Menghidupkan Bulan
Ramadhan dengan Sunnah Puasa
“Barangsiapa ingin berpuasa, maka hendaklah dia
bersahur.” (HR. Ahmad. Dikatakan shohih oleh Syaikh Al Albani karena memiliki
banyak syawahid. Lihat Shohihul Jami’)
Berikut adalah sunnah-sunnah puasa yang dapat kita
hidupkan di bulan Ramadhan berdasarkan petunjuk Nabi shallallahu ‘alaihi wa
sallam. Semoga bermanfaat.
[1] Mengakhirkan Sahur
Nabi kita shallallahu ‘alaihi wa sallam telah
memerintahkan dan menganjurkan kepada orang yang hendak berpuasa agar makan
sahur. Beliau shallallahu ‘alaihi wa sallam bersabda,
مَنْ
أَرَادَ أَنْ يَصُومَ فَلْيَتَسَحَّرْ بِشَىْءٍ
“Barangsiapa
ingin berpuasa, maka hendaklah dia bersahur.” (HR. Ahmad. Dikatakan shohih oleh
Syaikh Al Albani karena memiliki banyak syawahid. Lihat Shohihul Jami’)
Nabi kita
shallallahu ‘alaihi wa sallam menganjurkan demikian karena di dalam sahur
terdapat keberkahan. Dari pembantu Rasulullah shallallahu ‘alaihi wa sallam
–Anas bin Malik radhiyallahu ‘anhu– berkata bahwa Rasulullah shallallahu ‘alaihi
wa sallam bersabda,
تَسَحَّرُوا فَإِنَّ فِى
السَّحُورِ بَرَكَةً
“Makan
sahurlah karena sesungguhnya pada sahur itu terdapat berkah.” (HR. Bukhari dan
Muslim)
Keberkahan
yang dimaksudkan di sini di antaranya adalah dengan makan sahur seseorang akan
menjadi kuat berpuasa mulai dari terbit fajar hingga matahari tenggelam. (Lihat
Syarh Riyadhus Sholihin, 3/451, Darul Kutub Al ‘Ilmiyah)
Barokah
lain juga adalah sebagai pembeda antara puasa Yahudi-Nashrani (Ahlul Kitab)

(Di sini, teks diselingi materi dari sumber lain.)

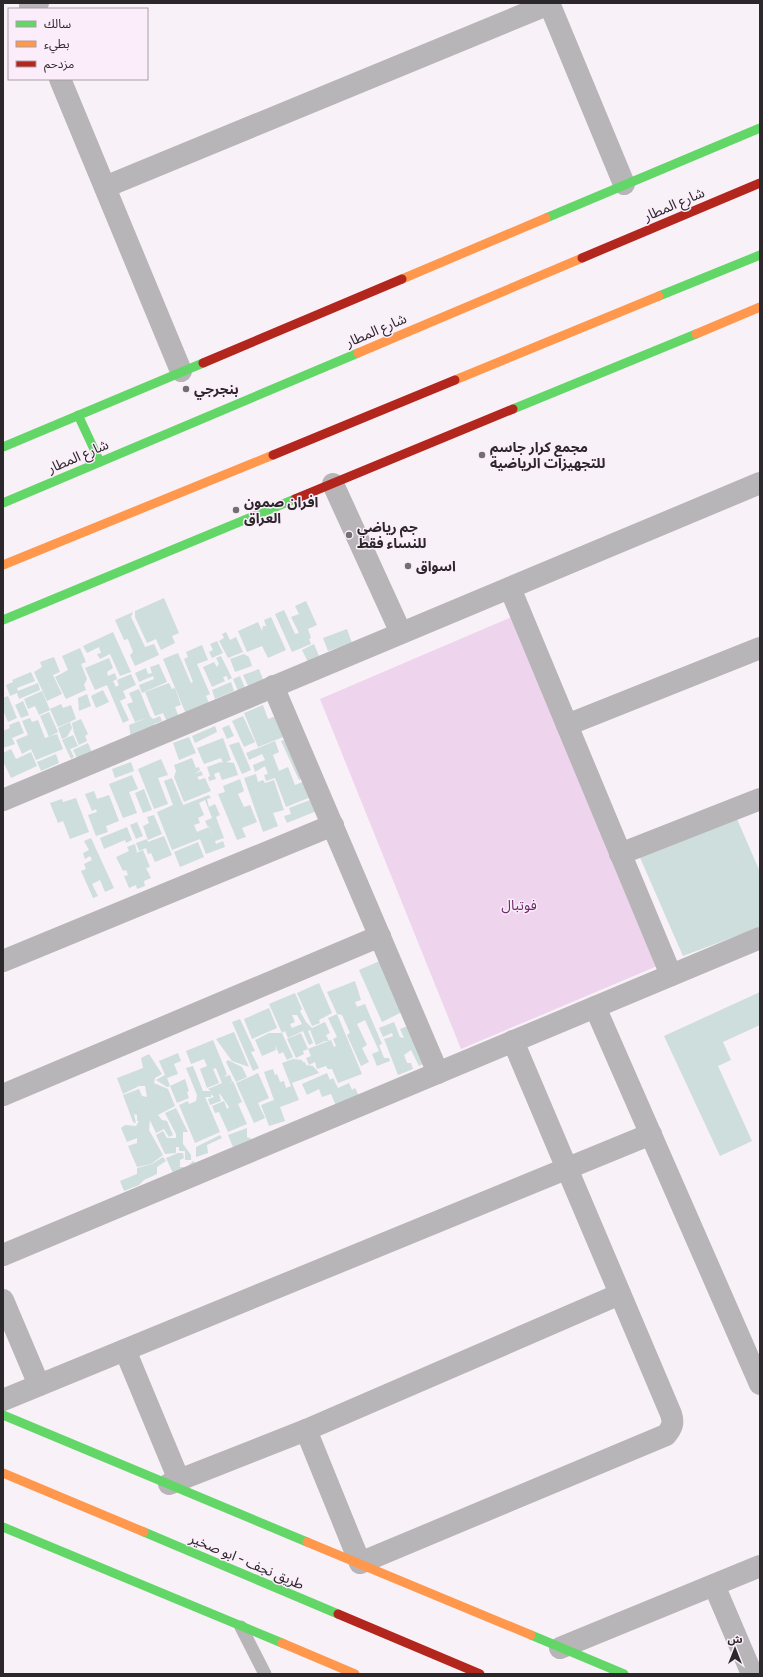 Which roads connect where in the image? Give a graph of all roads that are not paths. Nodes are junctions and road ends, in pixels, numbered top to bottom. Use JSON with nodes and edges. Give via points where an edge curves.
{"nodes":[{"id":1,"x":549,"y":4,"type":"edge"},
{"id":2,"x":60,"y":80,"type":"edge"},
{"id":3,"x":760,"y":128,"type":"edge"},
{"id":4,"x":760,"y":183,"type":"edge"},
{"id":5,"x":624,"y":184,"type":"junction"},
{"id":6,"x":105,"y":187,"type":"junction"},
{"id":7,"x":760,"y":255,"type":"edge"},
{"id":8,"x":760,"y":307,"type":"edge"},
{"id":9,"x":182,"y":371,"type":"junction"},
{"id":10,"x":78,"y":415,"type":"junction"},
{"id":11,"x":3,"y":445,"type":"edge"},
{"id":12,"x":100,"y":462,"type":"junction"},
{"id":13,"x":760,"y":483,"type":"edge"},
{"id":14,"x":334,"y":484,"type":"junction"},
{"id":15,"x":3,"y":503,"type":"edge"},
{"id":16,"x":3,"y":565,"type":"edge"},
{"id":17,"x":510,"y":588,"type":"junction"},
{"id":18,"x":3,"y":620,"type":"edge"},
{"id":19,"x":402,"y":633,"type":"junction"},
{"id":20,"x":760,"y":648,"type":"edge"},
{"id":21,"x":274,"y":686,"type":"junction"},
{"id":22,"x":567,"y":726,"type":"junction"},
{"id":23,"x":760,"y":798,"type":"edge"},
{"id":24,"x":3,"y":800,"type":"edge"},
{"id":25,"x":333,"y":825,"type":"junction"},
{"id":26,"x":620,"y":854,"type":"junction"},
{"id":27,"x":380,"y":936,"type":"junction"},
{"id":28,"x":760,"y":938,"type":"edge"},
{"id":29,"x":3,"y":961,"type":"edge"},
{"id":30,"x":670,"y":975,"type":"junction"},
{"id":31,"x":595,"y":1007,"type":"junction"},
{"id":32,"x":513,"y":1041,"type":"junction"},
{"id":33,"x":438,"y":1073,"type":"junction"},
{"id":34,"x":3,"y":1095,"type":"edge"},
{"id":35,"x":651,"y":1134,"type":"junction"},
{"id":36,"x":567,"y":1169,"type":"junction"},
{"id":37,"x":3,"y":1255,"type":"edge"},
{"id":38,"x":620,"y":1294,"type":"junction"},
{"id":39,"x":3,"y":1300,"type":"edge"},
{"id":40,"x":125,"y":1350,"type":"junction"},
{"id":41,"x":760,"y":1384,"type":"edge"},
{"id":42,"x":39,"y":1385,"type":"junction"},
{"id":43,"x":3,"y":1400,"type":"edge"},
{"id":44,"x":3,"y":1416,"type":"edge"},
{"id":45,"x":306,"y":1430,"type":"junction"},
{"id":46,"x":3,"y":1473,"type":"edge"},
{"id":47,"x":174,"y":1482,"type":"junction"},
{"id":48,"x":3,"y":1527,"type":"edge"},
{"id":49,"x":360,"y":1563,"type":"junction"},
{"id":50,"x":760,"y":1566,"type":"edge"},
{"id":51,"x":714,"y":1585,"type":"junction"},
{"id":52,"x":242,"y":1626,"type":"junction"},
{"id":53,"x":560,"y":1648,"type":"junction"},
{"id":54,"x":265,"y":1674,"type":"edge"},
{"id":55,"x":356,"y":1674,"type":"edge"},
{"id":56,"x":480,"y":1674,"type":"edge"},
{"id":57,"x":624,"y":1674,"type":"edge"},
{"id":58,"x":752,"y":1674,"type":"edge"}],
"edges":[{"from":1,"to":5,"type":"street"},
{"from":1,"to":6,"type":"street"},
{"from":2,"to":6,"type":"street"},
{"from":3,"to":5,"type":"main road"},
{"from":4,"to":12,"type":"main road","name":"شارع المطار"},
{"from":5,"to":9,"type":"main road"},
{"from":6,"to":9,"type":"street"},
{"from":7,"to":16,"type":"main road"},
{"from":8,"to":14,"type":"main road"},
{"from":9,"to":10,"type":"main road"},
{"from":10,"to":11,"type":"main road"},
{"from":10,"to":12,"type":"main road"},
{"from":12,"to":15,"type":"main road","name":"شارع المطار"},
{"from":13,"to":17,"type":"street"},
{"from":14,"to":18,"type":"main road"},
{"from":14,"to":19,"type":"street"},
{"from":17,"to":19,"type":"street"},
{"from":17,"to":22,"type":"street"},
{"from":19,"to":21,"type":"street"},
{"from":20,"to":22,"type":"street"},
{"from":21,"to":24,"type":"street"},
{"from":21,"to":25,"type":"street"},
{"from":22,"to":26,"type":"street"},
{"from":23,"to":26,"type":"street"},
{"from":25,"to":27,"type":"street"},
{"from":25,"to":29,"type":"street"},
{"from":26,"to":30,"type":"street"},
{"from":27,"to":33,"type":"street"},
{"from":27,"to":34,"type":"street"},
{"from":28,"to":30,"type":"street"},
{"from":30,"to":31,"type":"street"},
{"from":31,"to":32,"type":"street"},
{"from":31,"to":35,"type":"street"},
{"from":32,"to":33,"type":"street"},
{"from":32,"to":36,"type":"street"},
{"from":33,"to":37,"type":"street"},
{"from":35,"to":36,"type":"street"},
{"from":35,"to":41,"type":"street"},
{"from":36,"to":38,"type":"street"},
{"from":36,"to":40,"type":"street"},
{"from":38,"to":45,"type":"street"},
{"from":38,"to":49,"type":"street","via":[[671,1414],[673,1420],[670,1431],[666,1435]]},
{"from":39,"to":42,"type":"street"},
{"from":40,"to":42,"type":"street"},
{"from":40,"to":47,"type":"street"},
{"from":42,"to":43,"type":"street"},
{"from":44,"to":47,"type":"main road"},
{"from":45,"to":47,"type":"street"},
{"from":45,"to":49,"type":"street"},
{"from":46,"to":56,"type":"main road","name":"طريق نجف - ابو صخير"},
{"from":47,"to":49,"type":"main road"},
{"from":48,"to":52,"type":"main road"},
{"from":49,"to":53,"type":"main road"},
{"from":50,"to":51,"type":"street"},
{"from":51,"to":53,"type":"street"},
{"from":51,"to":58,"type":"street"},
{"from":52,"to":54,"type":"lane"},
{"from":52,"to":55,"type":"main road"},
{"from":53,"to":57,"type":"main road"}]}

dengan umat ini. Dari Amr bin ‘Ash radhiyallahu ‘anhu, Rasulullah shallallahu
‘alaihi wa sallam bersabda,
فَصْلُ مَا بَيْنَ صِيَامِنَا
وَصِيَامِ أَهْلِ الْكِتَابِ أَكْلَةُ السَّحَرِ
“Perbedaan
antara puasa kita (umat Islam) dan puasa ahlul kitab terletak pada makan
sahur.” (HR. Muslim). Orang ahli kitab ketika berpuasa, mereka makan sahur
sebelum pertengahan malam dan mereka tidak makan sahur sama sekali. Kaum
muslimin diberi keutamaan dalam berpuasa yaitu diberi kemudahan untuk makan
sahur.
Rasulullah
shallallahu ‘alaihi wa sallam juga melarang untuk meninggalkan sahur, di mana
beliau shallallahu ‘alaihi wa sallam bersabda,
السَّحُورُ أَكْلُهُ بَرَكَةٌ
فَلاَ تَدَعُوهُ وَلَوْ أَنْ يَجْرَعَ أَحَدُكُمْ جَرْعَةً مِنْ مَاءٍ فَإِنَّ
اللَّهَ عَزَّ وَجَلَّ وَمَلاَئِكَتَهُ يُصَلُّونَ عَلَى المُتَسَحِّرِينَ
“Sahur
adalah makanan yang penuh berkah. Oleh karena itu, janganlah kalian
meninggalkannya sekalipun hanya dengan minum seteguk air. Karena sesungguhnya
Allah dan para malaikat bershalawat kepada orang-orang yang makan sahur.” (HR.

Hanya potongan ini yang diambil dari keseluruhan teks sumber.